* **Exercise prompt**:
All lines from the one with "Extract the road" to the end of the data: return those exactly, and only those.

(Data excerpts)
Content starts

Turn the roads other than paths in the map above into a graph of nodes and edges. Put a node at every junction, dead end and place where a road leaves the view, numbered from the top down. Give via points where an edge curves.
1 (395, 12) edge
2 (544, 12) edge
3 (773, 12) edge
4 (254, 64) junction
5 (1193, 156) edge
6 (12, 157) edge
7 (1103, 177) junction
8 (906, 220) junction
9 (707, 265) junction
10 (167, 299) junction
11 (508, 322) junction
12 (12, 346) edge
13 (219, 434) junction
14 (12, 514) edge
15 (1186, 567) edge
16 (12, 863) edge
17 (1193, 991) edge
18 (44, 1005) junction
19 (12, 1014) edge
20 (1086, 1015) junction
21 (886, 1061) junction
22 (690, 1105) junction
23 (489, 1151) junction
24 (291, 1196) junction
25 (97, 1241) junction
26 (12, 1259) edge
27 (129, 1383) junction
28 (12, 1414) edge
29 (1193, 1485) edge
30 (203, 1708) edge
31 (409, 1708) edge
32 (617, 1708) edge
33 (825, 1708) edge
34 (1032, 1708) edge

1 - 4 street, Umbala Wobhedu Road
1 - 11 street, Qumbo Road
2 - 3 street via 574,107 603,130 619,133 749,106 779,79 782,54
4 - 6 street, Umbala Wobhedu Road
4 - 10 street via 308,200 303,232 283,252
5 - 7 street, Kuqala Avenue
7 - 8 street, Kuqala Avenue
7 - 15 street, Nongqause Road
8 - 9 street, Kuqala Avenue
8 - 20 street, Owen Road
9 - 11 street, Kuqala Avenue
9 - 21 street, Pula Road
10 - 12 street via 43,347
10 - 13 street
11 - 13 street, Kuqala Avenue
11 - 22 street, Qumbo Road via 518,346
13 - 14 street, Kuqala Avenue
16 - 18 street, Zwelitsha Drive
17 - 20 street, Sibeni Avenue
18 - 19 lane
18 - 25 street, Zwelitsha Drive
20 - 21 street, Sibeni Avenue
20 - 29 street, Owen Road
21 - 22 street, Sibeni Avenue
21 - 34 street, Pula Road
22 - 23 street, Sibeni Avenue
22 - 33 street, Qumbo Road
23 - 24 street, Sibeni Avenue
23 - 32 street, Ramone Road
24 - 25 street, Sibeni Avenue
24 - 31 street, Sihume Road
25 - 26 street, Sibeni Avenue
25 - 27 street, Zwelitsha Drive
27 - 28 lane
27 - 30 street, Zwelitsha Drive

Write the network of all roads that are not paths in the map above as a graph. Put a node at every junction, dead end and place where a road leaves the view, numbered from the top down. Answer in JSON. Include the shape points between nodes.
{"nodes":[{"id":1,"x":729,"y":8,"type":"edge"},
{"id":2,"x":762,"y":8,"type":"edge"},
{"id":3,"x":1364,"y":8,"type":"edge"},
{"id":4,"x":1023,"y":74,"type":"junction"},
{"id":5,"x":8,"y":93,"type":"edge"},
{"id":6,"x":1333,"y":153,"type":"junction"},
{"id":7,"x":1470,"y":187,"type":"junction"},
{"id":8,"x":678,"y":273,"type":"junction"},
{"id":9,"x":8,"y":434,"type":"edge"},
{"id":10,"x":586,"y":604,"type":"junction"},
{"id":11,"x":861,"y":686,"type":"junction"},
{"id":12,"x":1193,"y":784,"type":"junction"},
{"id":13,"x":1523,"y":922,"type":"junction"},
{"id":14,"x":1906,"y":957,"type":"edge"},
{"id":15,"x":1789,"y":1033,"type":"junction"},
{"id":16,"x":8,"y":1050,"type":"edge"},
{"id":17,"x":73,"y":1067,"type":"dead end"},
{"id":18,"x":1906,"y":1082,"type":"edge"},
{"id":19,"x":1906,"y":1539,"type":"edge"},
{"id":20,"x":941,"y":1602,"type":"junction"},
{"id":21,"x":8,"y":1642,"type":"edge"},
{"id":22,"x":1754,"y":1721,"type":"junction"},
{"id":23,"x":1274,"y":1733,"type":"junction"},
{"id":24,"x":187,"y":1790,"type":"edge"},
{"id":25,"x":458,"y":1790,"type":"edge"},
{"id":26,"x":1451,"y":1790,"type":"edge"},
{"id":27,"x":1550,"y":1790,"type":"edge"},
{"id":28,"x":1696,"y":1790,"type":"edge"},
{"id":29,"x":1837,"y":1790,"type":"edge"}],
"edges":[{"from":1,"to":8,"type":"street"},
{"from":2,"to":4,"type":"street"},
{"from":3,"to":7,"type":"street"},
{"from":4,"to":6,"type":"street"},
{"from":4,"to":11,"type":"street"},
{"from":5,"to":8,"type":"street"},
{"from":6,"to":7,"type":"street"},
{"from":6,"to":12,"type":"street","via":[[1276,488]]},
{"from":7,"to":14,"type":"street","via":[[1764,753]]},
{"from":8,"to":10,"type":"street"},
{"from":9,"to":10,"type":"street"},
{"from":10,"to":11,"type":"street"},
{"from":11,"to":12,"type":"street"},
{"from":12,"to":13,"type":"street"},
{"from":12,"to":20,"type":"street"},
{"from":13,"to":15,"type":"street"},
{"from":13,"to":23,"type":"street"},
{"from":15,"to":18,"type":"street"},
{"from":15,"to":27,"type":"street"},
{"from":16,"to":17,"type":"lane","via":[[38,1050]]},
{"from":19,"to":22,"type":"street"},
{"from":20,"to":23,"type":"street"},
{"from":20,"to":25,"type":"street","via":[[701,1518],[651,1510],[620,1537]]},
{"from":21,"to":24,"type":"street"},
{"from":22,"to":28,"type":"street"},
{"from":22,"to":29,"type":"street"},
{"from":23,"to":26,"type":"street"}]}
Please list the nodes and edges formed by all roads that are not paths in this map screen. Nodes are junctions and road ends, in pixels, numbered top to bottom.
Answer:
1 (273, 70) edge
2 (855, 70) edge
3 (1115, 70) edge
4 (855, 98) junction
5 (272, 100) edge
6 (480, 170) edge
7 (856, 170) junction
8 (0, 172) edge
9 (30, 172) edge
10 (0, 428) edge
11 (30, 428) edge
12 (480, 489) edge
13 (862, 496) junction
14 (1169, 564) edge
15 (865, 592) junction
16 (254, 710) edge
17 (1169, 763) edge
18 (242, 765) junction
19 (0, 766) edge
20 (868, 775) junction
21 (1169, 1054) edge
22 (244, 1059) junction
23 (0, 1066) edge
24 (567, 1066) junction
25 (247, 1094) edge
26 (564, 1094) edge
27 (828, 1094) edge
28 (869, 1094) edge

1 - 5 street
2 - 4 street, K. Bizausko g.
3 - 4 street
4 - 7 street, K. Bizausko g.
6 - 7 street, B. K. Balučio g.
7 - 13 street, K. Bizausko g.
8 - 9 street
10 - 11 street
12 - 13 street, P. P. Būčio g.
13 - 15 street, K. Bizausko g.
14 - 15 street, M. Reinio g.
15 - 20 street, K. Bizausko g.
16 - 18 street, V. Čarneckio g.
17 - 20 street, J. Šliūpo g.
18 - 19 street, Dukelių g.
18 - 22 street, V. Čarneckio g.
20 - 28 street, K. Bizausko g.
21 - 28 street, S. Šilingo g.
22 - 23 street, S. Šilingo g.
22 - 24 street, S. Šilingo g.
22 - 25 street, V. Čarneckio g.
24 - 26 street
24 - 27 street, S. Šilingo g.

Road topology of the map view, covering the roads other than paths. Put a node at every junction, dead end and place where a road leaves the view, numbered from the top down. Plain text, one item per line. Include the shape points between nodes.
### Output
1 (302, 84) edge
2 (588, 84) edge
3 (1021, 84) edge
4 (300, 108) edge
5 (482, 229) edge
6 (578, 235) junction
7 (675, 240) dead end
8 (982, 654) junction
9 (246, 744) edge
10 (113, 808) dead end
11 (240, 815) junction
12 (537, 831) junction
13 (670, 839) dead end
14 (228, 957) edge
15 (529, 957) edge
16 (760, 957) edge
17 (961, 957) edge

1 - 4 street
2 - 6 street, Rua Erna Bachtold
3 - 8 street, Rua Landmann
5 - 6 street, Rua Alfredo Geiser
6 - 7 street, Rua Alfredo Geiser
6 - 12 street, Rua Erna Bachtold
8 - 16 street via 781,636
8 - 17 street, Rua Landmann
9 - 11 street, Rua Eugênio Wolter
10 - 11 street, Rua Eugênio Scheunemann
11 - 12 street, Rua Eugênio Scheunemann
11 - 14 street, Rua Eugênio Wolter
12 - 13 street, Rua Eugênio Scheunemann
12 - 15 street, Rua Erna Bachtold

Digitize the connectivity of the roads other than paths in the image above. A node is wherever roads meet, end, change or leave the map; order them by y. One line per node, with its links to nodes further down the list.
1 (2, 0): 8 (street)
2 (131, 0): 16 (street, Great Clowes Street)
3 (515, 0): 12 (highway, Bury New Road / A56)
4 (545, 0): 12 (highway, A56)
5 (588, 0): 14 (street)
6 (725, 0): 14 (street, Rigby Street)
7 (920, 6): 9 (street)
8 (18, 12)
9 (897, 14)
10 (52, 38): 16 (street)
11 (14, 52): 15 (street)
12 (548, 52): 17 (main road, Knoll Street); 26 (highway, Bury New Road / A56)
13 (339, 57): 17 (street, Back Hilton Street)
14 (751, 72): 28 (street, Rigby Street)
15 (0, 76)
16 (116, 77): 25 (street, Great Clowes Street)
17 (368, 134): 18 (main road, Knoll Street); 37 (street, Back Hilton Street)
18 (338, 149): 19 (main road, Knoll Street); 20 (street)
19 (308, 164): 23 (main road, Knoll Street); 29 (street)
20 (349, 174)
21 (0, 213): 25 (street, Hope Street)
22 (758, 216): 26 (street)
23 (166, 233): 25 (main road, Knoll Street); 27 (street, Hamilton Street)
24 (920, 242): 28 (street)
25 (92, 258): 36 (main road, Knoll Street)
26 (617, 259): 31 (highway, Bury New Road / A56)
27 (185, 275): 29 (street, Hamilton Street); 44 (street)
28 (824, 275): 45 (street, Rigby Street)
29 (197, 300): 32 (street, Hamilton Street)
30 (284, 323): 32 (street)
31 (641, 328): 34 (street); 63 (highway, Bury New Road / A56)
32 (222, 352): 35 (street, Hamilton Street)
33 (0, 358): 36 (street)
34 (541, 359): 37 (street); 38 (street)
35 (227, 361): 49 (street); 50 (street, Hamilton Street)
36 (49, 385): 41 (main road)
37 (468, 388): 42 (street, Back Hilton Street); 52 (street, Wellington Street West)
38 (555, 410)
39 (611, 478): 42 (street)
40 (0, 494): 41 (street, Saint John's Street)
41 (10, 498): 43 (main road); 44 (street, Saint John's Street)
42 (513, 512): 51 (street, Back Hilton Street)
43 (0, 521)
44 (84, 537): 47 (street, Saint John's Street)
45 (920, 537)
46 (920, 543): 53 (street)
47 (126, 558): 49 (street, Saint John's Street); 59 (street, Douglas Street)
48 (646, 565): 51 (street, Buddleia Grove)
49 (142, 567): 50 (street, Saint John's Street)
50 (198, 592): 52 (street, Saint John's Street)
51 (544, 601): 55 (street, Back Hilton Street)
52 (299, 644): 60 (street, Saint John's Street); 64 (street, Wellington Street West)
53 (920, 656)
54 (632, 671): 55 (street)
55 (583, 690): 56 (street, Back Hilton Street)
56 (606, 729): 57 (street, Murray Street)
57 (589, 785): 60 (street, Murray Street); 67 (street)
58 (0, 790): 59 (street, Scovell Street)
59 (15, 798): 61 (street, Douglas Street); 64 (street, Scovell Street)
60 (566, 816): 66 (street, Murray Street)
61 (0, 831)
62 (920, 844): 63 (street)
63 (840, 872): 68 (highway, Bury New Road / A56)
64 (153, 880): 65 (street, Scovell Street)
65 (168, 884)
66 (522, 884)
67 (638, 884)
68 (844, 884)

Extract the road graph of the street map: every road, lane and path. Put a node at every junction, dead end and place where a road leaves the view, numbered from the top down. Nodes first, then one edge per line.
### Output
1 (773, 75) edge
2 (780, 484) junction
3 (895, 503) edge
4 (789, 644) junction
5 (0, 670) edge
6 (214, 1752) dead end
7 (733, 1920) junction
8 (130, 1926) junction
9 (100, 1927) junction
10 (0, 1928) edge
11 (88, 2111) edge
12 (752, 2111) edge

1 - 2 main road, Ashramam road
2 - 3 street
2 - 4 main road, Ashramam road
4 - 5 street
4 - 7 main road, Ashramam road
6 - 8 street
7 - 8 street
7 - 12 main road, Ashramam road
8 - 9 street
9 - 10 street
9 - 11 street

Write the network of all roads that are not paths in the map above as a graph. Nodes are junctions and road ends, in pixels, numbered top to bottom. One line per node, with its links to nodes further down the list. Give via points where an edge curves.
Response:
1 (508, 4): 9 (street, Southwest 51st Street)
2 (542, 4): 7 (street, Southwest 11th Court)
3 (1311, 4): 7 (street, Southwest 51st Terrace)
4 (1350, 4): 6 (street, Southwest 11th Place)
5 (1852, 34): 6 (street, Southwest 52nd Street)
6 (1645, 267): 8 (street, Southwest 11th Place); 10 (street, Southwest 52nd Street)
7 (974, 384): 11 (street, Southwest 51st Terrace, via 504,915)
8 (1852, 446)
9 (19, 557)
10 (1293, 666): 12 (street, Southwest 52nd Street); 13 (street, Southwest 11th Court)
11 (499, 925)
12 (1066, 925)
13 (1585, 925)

Content ends

* **Reply**:
Extract the road graph of the street map: every road, lane and path. Put a node at every junction, dead end and place where a road leaves the view, numbered from the top down. Nodes first, then one edge per line.
### Output
1 (773, 75) edge
2 (780, 484) junction
3 (895, 503) edge
4 (789, 644) junction
5 (0, 670) edge
6 (214, 1752) dead end
7 (733, 1920) junction
8 (130, 1926) junction
9 (100, 1927) junction
10 (0, 1928) edge
11 (88, 2111) edge
12 (752, 2111) edge

1 - 2 main road, Ashramam road
2 - 3 street
2 - 4 main road, Ashramam road
4 - 5 street
4 - 7 main road, Ashramam road
6 - 8 street
7 - 8 street
7 - 12 main road, Ashramam road
8 - 9 street
9 - 10 street
9 - 11 street

Write the network of all roads that are not paths in the map above as a graph. Nodes are junctions and road ends, in pixels, numbered top to bottom. One line per node, with its links to nodes further down the list. Give via points where an edge curves.
Response:
1 (508, 4): 9 (street, Southwest 51st Street)
2 (542, 4): 7 (street, Southwest 11th Court)
3 (1311, 4): 7 (street, Southwest 51st Terrace)
4 (1350, 4): 6 (street, Southwest 11th Place)
5 (1852, 34): 6 (street, Southwest 52nd Street)
6 (1645, 267): 8 (street, Southwest 11th Place); 10 (street, Southwest 52nd Street)
7 (974, 384): 11 (street, Southwest 51st Terrace, via 504,915)
8 (1852, 446)
9 (19, 557)
10 (1293, 666): 12 (street, Southwest 52nd Street); 13 (street, Southwest 11th Court)
11 (499, 925)
12 (1066, 925)
13 (1585, 925)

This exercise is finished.